Sirius Sirius Real Estate

 

In my most recent blog post I reflected on our latest strong set of results for the financial year ended 31 March 2022 – in which I highlighted some of the numbers that showcase our performance.

In this blog, I want to spend some time diving deeper into our approach to value creation. When we look at creating value, we start by understanding the unlevered return - in simple terms the money we can make by investing the company’s existing capital. We then consider enhancing the return on that capital by mixing the amount of capital we invest with some lending (leverage). We measure this via a metric called Loan to Value (LTV). Put simply, LTV means the ratio of debt we hold versus the value of our portfolio, and it can be used to increase the return we get on the capital we employ in a transaction.

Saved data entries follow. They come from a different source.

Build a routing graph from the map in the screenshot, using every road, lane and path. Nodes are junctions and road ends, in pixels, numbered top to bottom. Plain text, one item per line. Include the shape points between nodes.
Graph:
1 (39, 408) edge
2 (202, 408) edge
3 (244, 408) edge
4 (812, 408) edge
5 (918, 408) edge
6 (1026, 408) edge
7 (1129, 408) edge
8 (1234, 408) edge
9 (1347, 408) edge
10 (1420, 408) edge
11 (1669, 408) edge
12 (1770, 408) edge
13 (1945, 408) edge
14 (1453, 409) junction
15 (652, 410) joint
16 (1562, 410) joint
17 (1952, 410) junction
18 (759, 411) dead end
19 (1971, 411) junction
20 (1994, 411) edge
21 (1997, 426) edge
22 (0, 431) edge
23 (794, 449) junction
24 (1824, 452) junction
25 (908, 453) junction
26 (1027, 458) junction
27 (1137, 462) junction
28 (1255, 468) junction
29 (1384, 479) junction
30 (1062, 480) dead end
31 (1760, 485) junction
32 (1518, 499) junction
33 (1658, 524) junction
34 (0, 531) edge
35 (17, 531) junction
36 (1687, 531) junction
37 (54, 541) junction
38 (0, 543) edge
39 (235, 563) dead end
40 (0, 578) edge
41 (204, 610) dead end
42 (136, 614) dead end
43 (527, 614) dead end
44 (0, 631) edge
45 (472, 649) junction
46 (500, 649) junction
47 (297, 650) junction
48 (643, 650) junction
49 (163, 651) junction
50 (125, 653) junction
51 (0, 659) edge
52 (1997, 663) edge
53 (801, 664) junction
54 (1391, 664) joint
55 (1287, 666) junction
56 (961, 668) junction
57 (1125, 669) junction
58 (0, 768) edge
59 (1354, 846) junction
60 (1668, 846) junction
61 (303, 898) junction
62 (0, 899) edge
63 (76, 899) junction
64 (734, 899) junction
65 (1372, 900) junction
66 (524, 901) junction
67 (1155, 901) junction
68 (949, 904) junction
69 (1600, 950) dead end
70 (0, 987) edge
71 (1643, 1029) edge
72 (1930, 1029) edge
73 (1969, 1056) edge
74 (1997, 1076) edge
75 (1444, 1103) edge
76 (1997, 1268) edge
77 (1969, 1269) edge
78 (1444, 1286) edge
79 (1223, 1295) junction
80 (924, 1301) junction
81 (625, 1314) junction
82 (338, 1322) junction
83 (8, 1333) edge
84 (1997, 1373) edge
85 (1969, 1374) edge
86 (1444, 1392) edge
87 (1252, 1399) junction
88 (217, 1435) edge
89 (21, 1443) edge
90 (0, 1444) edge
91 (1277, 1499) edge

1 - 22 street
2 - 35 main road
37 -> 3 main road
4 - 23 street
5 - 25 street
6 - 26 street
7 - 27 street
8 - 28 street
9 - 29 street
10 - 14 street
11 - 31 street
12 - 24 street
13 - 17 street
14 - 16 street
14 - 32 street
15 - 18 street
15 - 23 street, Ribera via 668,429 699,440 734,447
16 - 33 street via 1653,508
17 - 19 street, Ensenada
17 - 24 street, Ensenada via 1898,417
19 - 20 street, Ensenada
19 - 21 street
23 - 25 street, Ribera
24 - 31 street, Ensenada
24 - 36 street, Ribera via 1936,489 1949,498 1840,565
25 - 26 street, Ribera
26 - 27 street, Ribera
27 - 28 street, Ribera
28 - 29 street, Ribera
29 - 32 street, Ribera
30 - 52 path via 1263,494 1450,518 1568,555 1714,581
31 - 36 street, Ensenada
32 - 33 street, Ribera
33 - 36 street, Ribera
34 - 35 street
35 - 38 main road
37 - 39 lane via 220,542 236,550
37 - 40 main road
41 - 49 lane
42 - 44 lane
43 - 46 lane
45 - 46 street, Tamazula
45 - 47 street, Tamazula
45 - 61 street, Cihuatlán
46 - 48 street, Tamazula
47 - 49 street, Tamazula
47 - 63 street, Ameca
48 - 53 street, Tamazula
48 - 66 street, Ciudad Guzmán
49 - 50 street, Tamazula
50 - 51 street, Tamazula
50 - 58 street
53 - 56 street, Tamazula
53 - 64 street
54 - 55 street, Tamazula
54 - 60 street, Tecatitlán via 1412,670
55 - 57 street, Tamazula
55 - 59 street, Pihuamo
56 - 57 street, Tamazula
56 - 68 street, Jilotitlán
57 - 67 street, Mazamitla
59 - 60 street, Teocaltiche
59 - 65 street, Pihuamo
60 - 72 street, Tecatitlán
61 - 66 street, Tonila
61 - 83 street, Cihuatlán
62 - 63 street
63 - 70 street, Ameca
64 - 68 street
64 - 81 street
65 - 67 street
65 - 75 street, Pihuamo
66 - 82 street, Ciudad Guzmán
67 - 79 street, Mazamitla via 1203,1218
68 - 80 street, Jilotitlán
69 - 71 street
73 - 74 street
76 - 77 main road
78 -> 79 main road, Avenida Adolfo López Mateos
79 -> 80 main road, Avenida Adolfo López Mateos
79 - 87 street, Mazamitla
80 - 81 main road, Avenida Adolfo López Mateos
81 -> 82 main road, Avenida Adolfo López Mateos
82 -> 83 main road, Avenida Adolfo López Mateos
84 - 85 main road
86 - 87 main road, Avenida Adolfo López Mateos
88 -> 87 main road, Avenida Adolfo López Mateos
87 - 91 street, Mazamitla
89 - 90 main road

LTV is a metric we monitor closely; we do this because at any point in the property cycle if values drop then LTV will increase, and this presents risk to the capital employed into an asset. While leverage is a great way of enhancing returns, therefore, it needs to be carefully managed because it also increases risk.

It also goes without saying that against a backdrop of ongoing macro-economic uncertainty, closely managing LTV is one of the ways we engineer resilience into the Sirius business model throughout the property cycle.

Creating value

Enhancing the value of our portfolio is something we constantly work on here at Sirius, and it’s achieved through a variety of means. Fundamental to our approach is the transformation of the sites we acquire into higher-quality assets through investment and intensive asset management. This is achieved through enhancing the existing spaces to make them more fit for tenant needs, including investments in energy efficiency, upgraded infrastructure, and more.

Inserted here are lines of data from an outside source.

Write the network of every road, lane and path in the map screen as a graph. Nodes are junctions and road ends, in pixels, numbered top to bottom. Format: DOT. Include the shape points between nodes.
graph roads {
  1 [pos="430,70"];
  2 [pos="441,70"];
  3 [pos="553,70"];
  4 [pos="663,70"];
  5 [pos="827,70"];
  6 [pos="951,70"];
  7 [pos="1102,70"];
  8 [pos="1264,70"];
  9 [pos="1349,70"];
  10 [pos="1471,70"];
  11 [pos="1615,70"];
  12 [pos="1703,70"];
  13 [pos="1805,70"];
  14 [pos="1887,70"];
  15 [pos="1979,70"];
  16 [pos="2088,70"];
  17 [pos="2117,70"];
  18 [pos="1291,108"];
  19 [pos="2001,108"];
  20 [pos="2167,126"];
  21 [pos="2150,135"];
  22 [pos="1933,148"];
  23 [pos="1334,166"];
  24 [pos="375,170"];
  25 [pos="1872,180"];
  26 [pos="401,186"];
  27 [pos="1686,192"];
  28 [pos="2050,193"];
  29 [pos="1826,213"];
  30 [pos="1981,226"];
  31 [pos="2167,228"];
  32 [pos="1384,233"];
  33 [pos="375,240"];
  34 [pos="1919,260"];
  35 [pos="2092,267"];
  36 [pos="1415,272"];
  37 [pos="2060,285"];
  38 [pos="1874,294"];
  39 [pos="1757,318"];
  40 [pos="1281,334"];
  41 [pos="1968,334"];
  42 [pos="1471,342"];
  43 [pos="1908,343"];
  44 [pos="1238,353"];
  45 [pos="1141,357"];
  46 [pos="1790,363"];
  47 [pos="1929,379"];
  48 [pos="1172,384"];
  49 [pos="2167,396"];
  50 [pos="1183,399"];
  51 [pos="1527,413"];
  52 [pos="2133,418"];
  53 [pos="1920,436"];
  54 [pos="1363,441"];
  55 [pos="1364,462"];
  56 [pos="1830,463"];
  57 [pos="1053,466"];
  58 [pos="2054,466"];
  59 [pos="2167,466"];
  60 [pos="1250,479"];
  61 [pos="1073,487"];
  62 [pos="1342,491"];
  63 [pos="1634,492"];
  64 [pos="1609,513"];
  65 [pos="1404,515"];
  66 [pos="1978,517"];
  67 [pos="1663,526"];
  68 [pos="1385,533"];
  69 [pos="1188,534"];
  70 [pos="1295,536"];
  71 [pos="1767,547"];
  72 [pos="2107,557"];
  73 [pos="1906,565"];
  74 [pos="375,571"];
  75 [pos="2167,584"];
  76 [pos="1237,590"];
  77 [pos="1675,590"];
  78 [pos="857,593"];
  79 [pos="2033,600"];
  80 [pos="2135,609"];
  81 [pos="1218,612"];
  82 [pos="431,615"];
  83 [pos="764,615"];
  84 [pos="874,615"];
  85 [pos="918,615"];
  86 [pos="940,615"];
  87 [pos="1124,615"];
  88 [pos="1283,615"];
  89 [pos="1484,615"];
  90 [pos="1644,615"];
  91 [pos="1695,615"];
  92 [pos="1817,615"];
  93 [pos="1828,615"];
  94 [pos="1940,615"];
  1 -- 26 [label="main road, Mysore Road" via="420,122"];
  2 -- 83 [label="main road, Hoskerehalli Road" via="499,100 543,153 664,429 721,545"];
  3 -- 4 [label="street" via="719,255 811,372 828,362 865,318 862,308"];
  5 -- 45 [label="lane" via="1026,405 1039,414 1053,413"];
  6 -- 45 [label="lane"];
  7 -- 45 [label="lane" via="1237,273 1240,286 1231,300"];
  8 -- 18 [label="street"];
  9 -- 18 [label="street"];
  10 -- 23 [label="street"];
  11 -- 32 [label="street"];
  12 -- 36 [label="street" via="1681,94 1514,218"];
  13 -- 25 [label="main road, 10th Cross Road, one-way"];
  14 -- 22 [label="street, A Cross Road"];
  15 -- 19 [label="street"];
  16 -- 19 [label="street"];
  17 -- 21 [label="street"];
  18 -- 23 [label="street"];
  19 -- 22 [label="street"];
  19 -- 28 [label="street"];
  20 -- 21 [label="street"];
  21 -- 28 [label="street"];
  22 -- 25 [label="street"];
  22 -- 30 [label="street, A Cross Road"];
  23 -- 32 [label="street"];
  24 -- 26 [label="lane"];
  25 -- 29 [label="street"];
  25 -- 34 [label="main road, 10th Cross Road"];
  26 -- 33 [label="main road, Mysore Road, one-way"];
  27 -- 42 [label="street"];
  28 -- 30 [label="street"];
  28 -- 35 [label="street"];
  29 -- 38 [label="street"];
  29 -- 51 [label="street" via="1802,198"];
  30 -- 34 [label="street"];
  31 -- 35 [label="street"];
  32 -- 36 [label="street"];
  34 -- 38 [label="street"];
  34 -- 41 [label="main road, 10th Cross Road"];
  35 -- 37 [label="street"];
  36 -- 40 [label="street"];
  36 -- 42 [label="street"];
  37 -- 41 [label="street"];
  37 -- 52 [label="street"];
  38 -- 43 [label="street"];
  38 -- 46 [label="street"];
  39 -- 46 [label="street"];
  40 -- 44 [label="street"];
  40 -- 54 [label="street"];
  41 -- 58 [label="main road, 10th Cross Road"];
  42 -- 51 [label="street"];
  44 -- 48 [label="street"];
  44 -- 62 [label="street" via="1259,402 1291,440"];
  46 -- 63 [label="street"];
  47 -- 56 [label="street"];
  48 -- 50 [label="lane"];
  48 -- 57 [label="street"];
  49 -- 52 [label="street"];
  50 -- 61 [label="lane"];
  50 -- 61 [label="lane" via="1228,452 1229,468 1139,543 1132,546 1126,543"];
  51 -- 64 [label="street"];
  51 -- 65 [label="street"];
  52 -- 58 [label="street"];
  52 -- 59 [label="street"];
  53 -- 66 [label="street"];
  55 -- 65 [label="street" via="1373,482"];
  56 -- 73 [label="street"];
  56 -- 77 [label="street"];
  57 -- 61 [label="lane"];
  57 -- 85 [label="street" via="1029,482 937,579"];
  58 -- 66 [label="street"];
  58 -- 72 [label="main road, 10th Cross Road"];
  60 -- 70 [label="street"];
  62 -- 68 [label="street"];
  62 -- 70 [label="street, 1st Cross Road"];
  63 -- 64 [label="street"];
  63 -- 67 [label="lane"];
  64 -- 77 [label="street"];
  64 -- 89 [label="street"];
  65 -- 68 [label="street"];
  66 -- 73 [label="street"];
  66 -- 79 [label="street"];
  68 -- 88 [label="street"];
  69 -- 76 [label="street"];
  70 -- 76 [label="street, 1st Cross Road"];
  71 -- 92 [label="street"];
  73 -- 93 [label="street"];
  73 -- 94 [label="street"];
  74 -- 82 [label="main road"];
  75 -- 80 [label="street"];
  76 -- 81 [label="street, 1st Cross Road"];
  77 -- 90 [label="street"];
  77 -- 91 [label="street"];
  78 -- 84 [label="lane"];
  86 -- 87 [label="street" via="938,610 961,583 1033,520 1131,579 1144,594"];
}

We look closely at the tenant mix, occupancy levels and rents at each of our sites on an ongoing basis, and the flexibility inherent to our model means we can tweak each of these with regularity to ensure we maximise value across the portfolio.

There’s more to this process than can fit within one blog, but the proof is in the numbers – we have achieved consistent rental roll growth in our German portfolio of over 5% for the past eight years during which time we have experienced a sub 2% inflationary environment, which is testament to the value we’re able to create on an ongoing basis.

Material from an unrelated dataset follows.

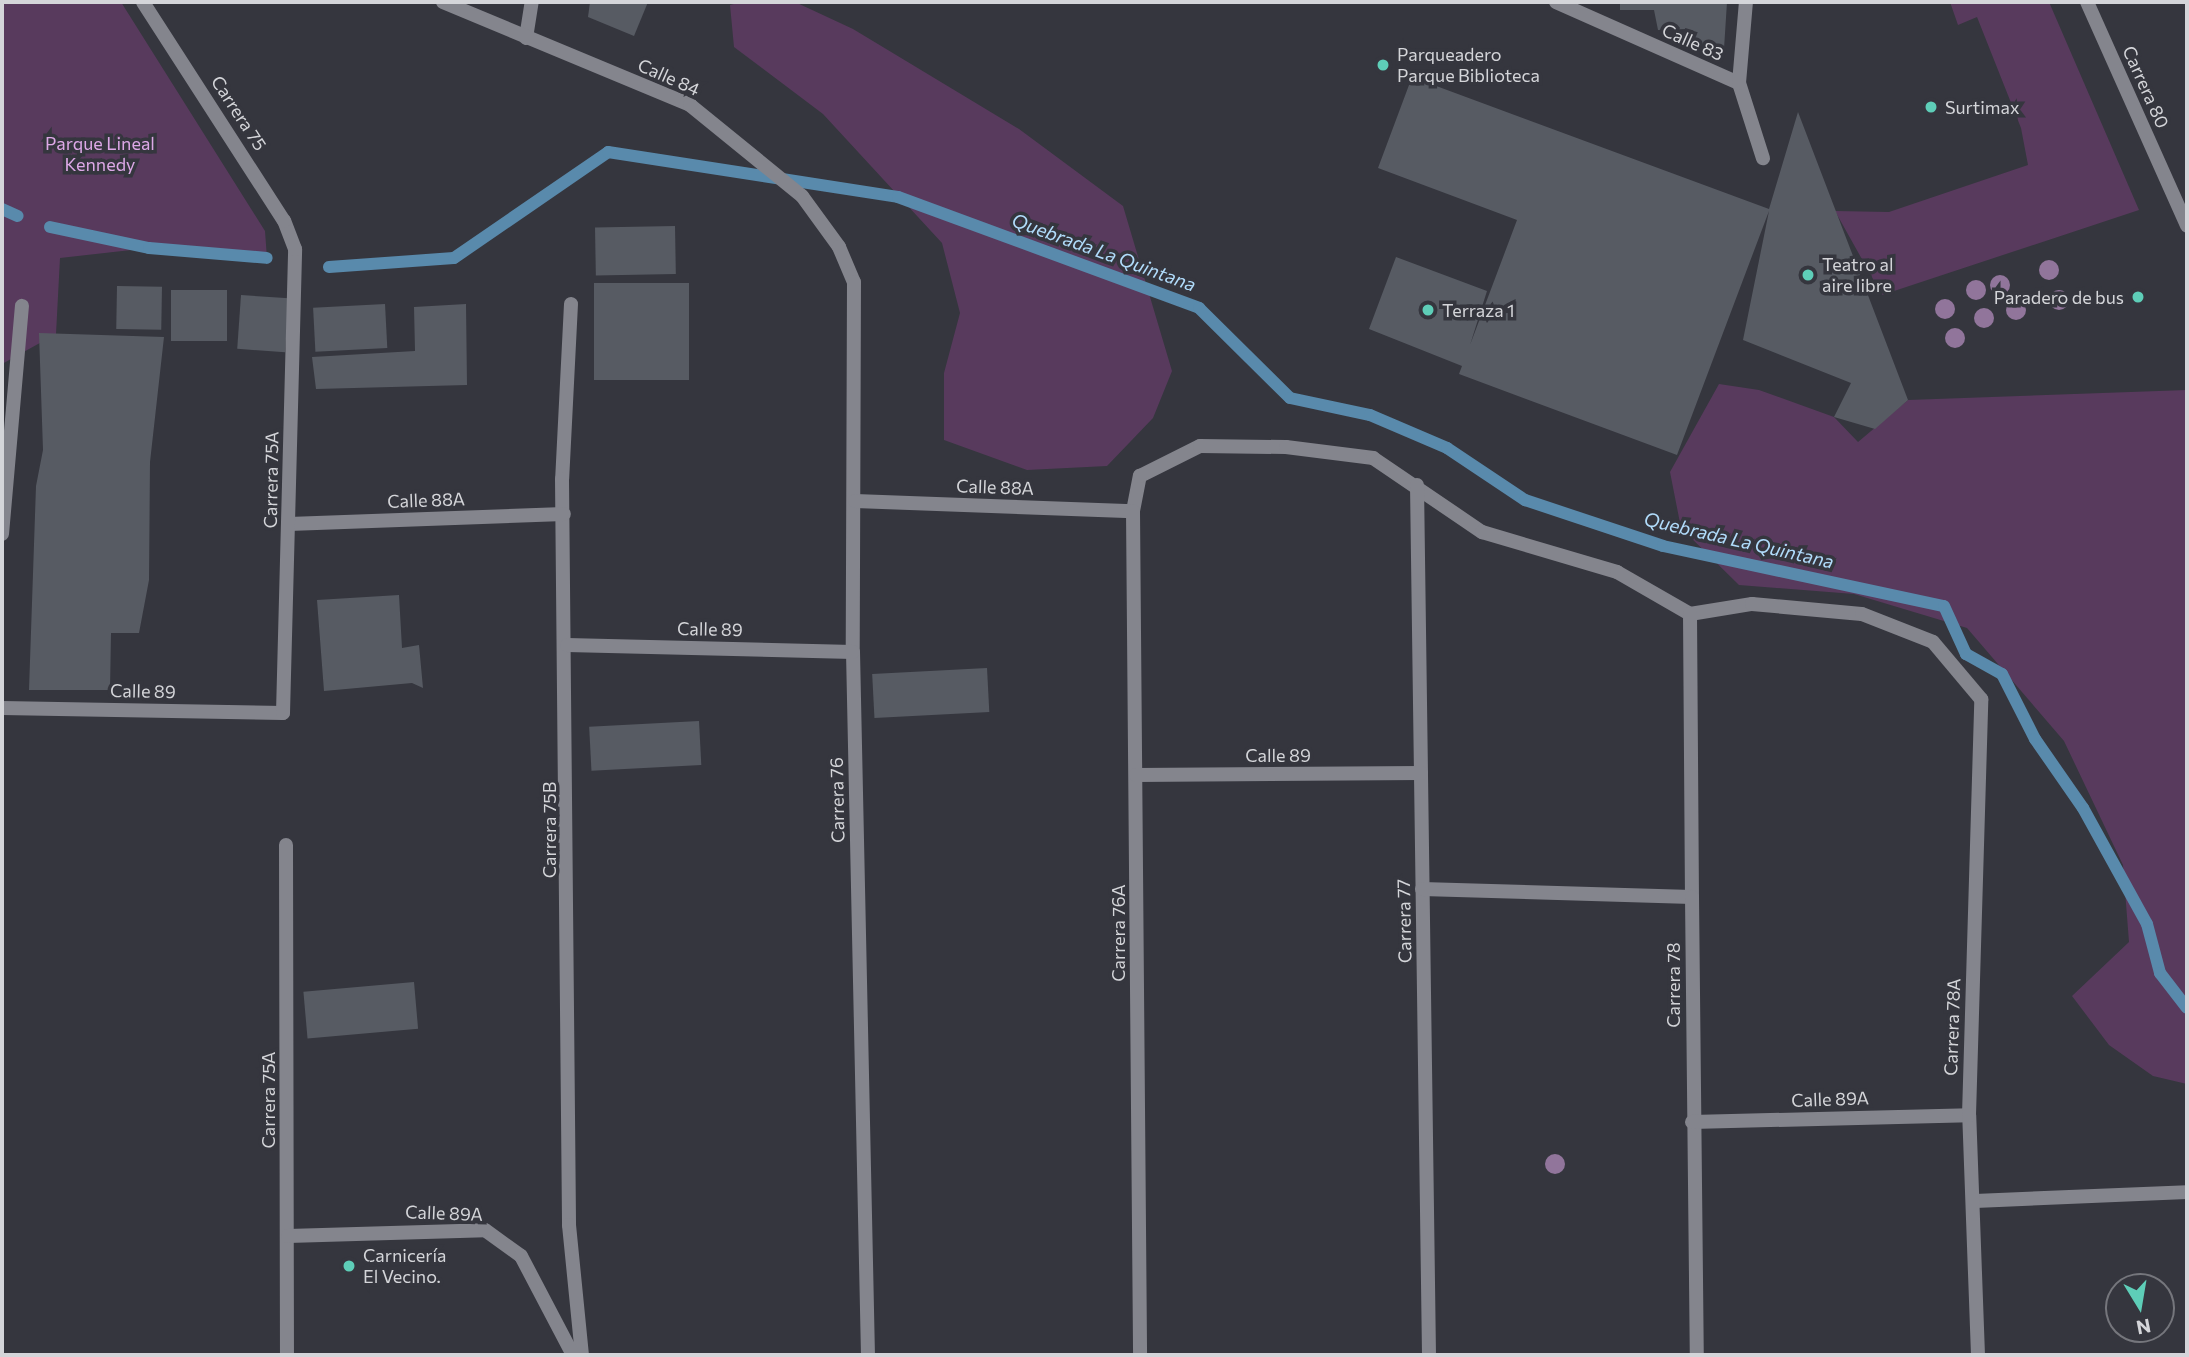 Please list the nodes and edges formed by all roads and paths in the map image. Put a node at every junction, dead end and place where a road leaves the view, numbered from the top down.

Enhancing our financial profile

Another part of the puzzle is the type of debt and what taking on different types of debt allows us to achieve.

Firstly, it’s worth pointing out that the borrowing we have undertaken has been at highly favourable terms: Sirius has an average cost of debt of 1.4%, and has lengthened its weighted average term of debt to 4.3 years, which provides us a great deal of flexibility. Against the backdrop of a rapidly changing world, and although 70% of our debt is fixed for circa 5 years, we are also currently working to fix the remainder of our debt for more than 5 years and blend the total of our debt to an overall average cost of circa 2%.

This debt is, of course, highly purposeful and allows us to drive towards growth at a faster rate than would otherwise be possible, particularly in the case of corporate unsecured debt  which gives us the flexibility to buy and sell assets without consulting our lender, unlike asset-backed mortgage debt that requires the lender’s permission – empowering us to acquire new sites and entire businesses, in the case of our acquisition of BizSpace in November 2021.

This acquisition is a prime example of the opportunities we can access through taking on this favourable corporate debt, as BizSpace is performing well as part of the wider Sirius group and is benefiting from its integration and from a strengthened management team. 

Selective disposals

The flexibility of our debt means we’re also able to realise value across the portfolio through selective disposals, a great example of which is our recent disposal of a BizSpace site in Camberwell, London for £16m. This represented a 94% premium to the valuation at the time of Sirius’ acquisition of BizSpace, and provides us with the opportunity to recycle some of this cash into new assets with greater opportunity and still leave some of the premium to valuation as cash on the balance sheet, thereby helping to lower the net LTV.

We continuously assess assets across our entire portfolio, and will continue to seize opportunities where the disposal of assets presents the option to deploy the Sirius approach into higher-value opportunities.

Closing thoughts

We’re currently working to reduce our net LTV to below 40% and given the state of the world today we will continue to manage down net LTVs.

Overall, Sirius remains defensively positioned with a diverse mix of spaces, tenants, sites and low average rents, as well as a good number of inflation-indexed contracts, and our focus on ongoing value creation means we’re well placed to operate against a challenging macro backdrop and work with our tenants to deliver increased value throughout the current period of uncertainty.